↓↓↓

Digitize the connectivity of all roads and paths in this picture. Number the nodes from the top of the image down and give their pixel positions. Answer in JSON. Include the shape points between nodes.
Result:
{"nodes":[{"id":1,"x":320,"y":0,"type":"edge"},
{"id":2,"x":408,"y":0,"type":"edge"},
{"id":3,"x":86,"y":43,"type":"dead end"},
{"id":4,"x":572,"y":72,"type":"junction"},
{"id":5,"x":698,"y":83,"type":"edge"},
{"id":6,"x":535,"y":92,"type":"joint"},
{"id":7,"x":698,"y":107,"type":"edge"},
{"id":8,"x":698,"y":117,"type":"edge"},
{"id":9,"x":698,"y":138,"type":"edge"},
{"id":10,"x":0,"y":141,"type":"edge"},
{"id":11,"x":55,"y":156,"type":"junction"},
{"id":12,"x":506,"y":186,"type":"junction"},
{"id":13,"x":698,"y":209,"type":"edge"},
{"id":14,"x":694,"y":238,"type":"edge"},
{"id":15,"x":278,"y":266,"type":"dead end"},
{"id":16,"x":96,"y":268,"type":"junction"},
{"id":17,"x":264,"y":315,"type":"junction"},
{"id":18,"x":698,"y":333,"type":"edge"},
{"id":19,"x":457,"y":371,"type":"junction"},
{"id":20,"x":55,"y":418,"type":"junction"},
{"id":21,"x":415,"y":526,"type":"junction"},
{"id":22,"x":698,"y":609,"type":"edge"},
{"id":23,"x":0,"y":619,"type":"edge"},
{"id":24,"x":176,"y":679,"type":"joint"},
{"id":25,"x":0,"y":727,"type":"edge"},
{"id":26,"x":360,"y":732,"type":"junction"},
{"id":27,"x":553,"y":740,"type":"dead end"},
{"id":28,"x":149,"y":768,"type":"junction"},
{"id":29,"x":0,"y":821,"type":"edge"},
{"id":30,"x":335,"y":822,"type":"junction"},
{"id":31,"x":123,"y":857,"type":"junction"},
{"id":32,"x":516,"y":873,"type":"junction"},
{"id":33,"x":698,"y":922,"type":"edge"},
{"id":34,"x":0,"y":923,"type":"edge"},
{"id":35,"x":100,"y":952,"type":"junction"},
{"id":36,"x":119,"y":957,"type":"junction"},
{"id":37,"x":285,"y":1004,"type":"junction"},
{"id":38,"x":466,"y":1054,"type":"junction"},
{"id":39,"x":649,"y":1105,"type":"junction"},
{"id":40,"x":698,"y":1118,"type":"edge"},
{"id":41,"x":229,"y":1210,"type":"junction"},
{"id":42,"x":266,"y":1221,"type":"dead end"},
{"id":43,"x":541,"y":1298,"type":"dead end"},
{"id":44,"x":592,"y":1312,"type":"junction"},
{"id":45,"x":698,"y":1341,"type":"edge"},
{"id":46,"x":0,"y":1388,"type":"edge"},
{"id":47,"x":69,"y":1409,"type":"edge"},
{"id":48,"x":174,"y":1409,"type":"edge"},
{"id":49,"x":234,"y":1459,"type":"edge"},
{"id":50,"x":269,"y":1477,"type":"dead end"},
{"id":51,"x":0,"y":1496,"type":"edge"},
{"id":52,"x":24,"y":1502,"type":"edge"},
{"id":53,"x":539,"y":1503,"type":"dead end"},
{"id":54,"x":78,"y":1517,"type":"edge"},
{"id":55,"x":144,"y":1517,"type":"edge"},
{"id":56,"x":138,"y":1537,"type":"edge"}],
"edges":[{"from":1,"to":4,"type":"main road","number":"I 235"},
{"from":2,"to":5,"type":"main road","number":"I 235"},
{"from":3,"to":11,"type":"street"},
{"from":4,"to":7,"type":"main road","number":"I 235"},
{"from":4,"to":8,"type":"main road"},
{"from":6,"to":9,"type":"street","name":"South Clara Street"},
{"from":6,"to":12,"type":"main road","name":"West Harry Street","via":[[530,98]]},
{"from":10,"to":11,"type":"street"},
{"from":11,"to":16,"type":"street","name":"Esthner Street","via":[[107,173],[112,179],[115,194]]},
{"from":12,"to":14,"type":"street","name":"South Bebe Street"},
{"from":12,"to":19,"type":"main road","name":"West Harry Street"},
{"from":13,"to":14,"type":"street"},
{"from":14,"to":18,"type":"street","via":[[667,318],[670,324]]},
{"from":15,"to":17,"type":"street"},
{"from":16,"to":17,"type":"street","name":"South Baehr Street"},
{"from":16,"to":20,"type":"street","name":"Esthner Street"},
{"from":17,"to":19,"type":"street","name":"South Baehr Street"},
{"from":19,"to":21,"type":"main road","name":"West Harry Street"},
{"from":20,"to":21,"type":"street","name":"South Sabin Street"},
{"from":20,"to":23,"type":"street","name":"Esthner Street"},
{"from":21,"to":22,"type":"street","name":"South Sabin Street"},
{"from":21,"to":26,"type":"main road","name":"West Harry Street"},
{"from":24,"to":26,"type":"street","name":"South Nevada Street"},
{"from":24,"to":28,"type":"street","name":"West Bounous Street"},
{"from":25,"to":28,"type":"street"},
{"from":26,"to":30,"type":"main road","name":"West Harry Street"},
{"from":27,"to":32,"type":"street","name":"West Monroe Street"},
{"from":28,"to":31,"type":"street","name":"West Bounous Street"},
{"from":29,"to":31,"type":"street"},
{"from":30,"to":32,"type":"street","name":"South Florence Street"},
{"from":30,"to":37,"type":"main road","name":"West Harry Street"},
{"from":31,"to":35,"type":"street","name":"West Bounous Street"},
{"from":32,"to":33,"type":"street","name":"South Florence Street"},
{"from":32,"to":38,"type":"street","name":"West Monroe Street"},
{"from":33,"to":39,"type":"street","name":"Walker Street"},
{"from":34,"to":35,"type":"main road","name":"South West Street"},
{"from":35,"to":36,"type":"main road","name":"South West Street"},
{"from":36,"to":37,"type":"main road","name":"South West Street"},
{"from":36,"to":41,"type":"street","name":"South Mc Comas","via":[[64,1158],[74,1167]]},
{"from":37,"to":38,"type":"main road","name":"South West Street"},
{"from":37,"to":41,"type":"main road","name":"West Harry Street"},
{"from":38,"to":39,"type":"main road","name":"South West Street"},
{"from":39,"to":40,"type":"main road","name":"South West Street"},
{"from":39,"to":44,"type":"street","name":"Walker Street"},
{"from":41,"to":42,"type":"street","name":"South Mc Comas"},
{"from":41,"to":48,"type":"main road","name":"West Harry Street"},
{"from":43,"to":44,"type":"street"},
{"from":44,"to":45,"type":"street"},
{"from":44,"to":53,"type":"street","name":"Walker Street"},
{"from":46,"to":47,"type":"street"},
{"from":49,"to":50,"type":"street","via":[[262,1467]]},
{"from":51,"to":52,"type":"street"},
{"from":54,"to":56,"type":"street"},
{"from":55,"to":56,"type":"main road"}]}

↑↑↑

Problem to solve → Whatever the number of entries above, each one is to be copied exactly.

Solution to this task →
Digitize the connectivity of all roads and paths in this picture. Number the nodes from the top of the image down and give their pixel positions. Answer in JSON. Include the shape points between nodes.
Result:
{"nodes":[{"id":1,"x":320,"y":0,"type":"edge"},
{"id":2,"x":408,"y":0,"type":"edge"},
{"id":3,"x":86,"y":43,"type":"dead end"},
{"id":4,"x":572,"y":72,"type":"junction"},
{"id":5,"x":698,"y":83,"type":"edge"},
{"id":6,"x":535,"y":92,"type":"joint"},
{"id":7,"x":698,"y":107,"type":"edge"},
{"id":8,"x":698,"y":117,"type":"edge"},
{"id":9,"x":698,"y":138,"type":"edge"},
{"id":10,"x":0,"y":141,"type":"edge"},
{"id":11,"x":55,"y":156,"type":"junction"},
{"id":12,"x":506,"y":186,"type":"junction"},
{"id":13,"x":698,"y":209,"type":"edge"},
{"id":14,"x":694,"y":238,"type":"edge"},
{"id":15,"x":278,"y":266,"type":"dead end"},
{"id":16,"x":96,"y":268,"type":"junction"},
{"id":17,"x":264,"y":315,"type":"junction"},
{"id":18,"x":698,"y":333,"type":"edge"},
{"id":19,"x":457,"y":371,"type":"junction"},
{"id":20,"x":55,"y":418,"type":"junction"},
{"id":21,"x":415,"y":526,"type":"junction"},
{"id":22,"x":698,"y":609,"type":"edge"},
{"id":23,"x":0,"y":619,"type":"edge"},
{"id":24,"x":176,"y":679,"type":"joint"},
{"id":25,"x":0,"y":727,"type":"edge"},
{"id":26,"x":360,"y":732,"type":"junction"},
{"id":27,"x":553,"y":740,"type":"dead end"},
{"id":28,"x":149,"y":768,"type":"junction"},
{"id":29,"x":0,"y":821,"type":"edge"},
{"id":30,"x":335,"y":822,"type":"junction"},
{"id":31,"x":123,"y":857,"type":"junction"},
{"id":32,"x":516,"y":873,"type":"junction"},
{"id":33,"x":698,"y":922,"type":"edge"},
{"id":34,"x":0,"y":923,"type":"edge"},
{"id":35,"x":100,"y":952,"type":"junction"},
{"id":36,"x":119,"y":957,"type":"junction"},
{"id":37,"x":285,"y":1004,"type":"junction"},
{"id":38,"x":466,"y":1054,"type":"junction"},
{"id":39,"x":649,"y":1105,"type":"junction"},
{"id":40,"x":698,"y":1118,"type":"edge"},
{"id":41,"x":229,"y":1210,"type":"junction"},
{"id":42,"x":266,"y":1221,"type":"dead end"},
{"id":43,"x":541,"y":1298,"type":"dead end"},
{"id":44,"x":592,"y":1312,"type":"junction"},
{"id":45,"x":698,"y":1341,"type":"edge"},
{"id":46,"x":0,"y":1388,"type":"edge"},
{"id":47,"x":69,"y":1409,"type":"edge"},
{"id":48,"x":174,"y":1409,"type":"edge"},
{"id":49,"x":234,"y":1459,"type":"edge"},
{"id":50,"x":269,"y":1477,"type":"dead end"},
{"id":51,"x":0,"y":1496,"type":"edge"},
{"id":52,"x":24,"y":1502,"type":"edge"},
{"id":53,"x":539,"y":1503,"type":"dead end"},
{"id":54,"x":78,"y":1517,"type":"edge"},
{"id":55,"x":144,"y":1517,"type":"edge"},
{"id":56,"x":138,"y":1537,"type":"edge"}],
"edges":[{"from":1,"to":4,"type":"main road","number":"I 235"},
{"from":2,"to":5,"type":"main road","number":"I 235"},
{"from":3,"to":11,"type":"street"},
{"from":4,"to":7,"type":"main road","number":"I 235"},
{"from":4,"to":8,"type":"main road"},
{"from":6,"to":9,"type":"street","name":"South Clara Street"},
{"from":6,"to":12,"type":"main road","name":"West Harry Street","via":[[530,98]]},
{"from":10,"to":11,"type":"street"},
{"from":11,"to":16,"type":"street","name":"Esthner Street","via":[[107,173],[112,179],[115,194]]},
{"from":12,"to":14,"type":"street","name":"South Bebe Street"},
{"from":12,"to":19,"type":"main road","name":"West Harry Street"},
{"from":13,"to":14,"type":"street"},
{"from":14,"to":18,"type":"street","via":[[667,318],[670,324]]},
{"from":15,"to":17,"type":"street"},
{"from":16,"to":17,"type":"street","name":"South Baehr Street"},
{"from":16,"to":20,"type":"street","name":"Esthner Street"},
{"from":17,"to":19,"type":"street","name":"South Baehr Street"},
{"from":19,"to":21,"type":"main road","name":"West Harry Street"},
{"from":20,"to":21,"type":"street","name":"South Sabin Street"},
{"from":20,"to":23,"type":"street","name":"Esthner Street"},
{"from":21,"to":22,"type":"street","name":"South Sabin Street"},
{"from":21,"to":26,"type":"main road","name":"West Harry Street"},
{"from":24,"to":26,"type":"street","name":"South Nevada Street"},
{"from":24,"to":28,"type":"street","name":"West Bounous Street"},
{"from":25,"to":28,"type":"street"},
{"from":26,"to":30,"type":"main road","name":"West Harry Street"},
{"from":27,"to":32,"type":"street","name":"West Monroe Street"},
{"from":28,"to":31,"type":"street","name":"West Bounous Street"},
{"from":29,"to":31,"type":"street"},
{"from":30,"to":32,"type":"street","name":"South Florence Street"},
{"from":30,"to":37,"type":"main road","name":"West Harry Street"},
{"from":31,"to":35,"type":"street","name":"West Bounous Street"},
{"from":32,"to":33,"type":"street","name":"South Florence Street"},
{"from":32,"to":38,"type":"street","name":"West Monroe Street"},
{"from":33,"to":39,"type":"street","name":"Walker Street"},
{"from":34,"to":35,"type":"main road","name":"South West Street"},
{"from":35,"to":36,"type":"main road","name":"South West Street"},
{"from":36,"to":37,"type":"main road","name":"South West Street"},
{"from":36,"to":41,"type":"street","name":"South Mc Comas","via":[[64,1158],[74,1167]]},
{"from":37,"to":38,"type":"main road","name":"South West Street"},
{"from":37,"to":41,"type":"main road","name":"West Harry Street"},
{"from":38,"to":39,"type":"main road","name":"South West Street"},
{"from":39,"to":40,"type":"main road","name":"South West Street"},
{"from":39,"to":44,"type":"street","name":"Walker Street"},
{"from":41,"to":42,"type":"street","name":"South Mc Comas"},
{"from":41,"to":48,"type":"main road","name":"West Harry Street"},
{"from":43,"to":44,"type":"street"},
{"from":44,"to":45,"type":"street"},
{"from":44,"to":53,"type":"street","name":"Walker Street"},
{"from":46,"to":47,"type":"street"},
{"from":49,"to":50,"type":"street","via":[[262,1467]]},
{"from":51,"to":52,"type":"street"},
{"from":54,"to":56,"type":"street"},
{"from":55,"to":56,"type":"main road"}]}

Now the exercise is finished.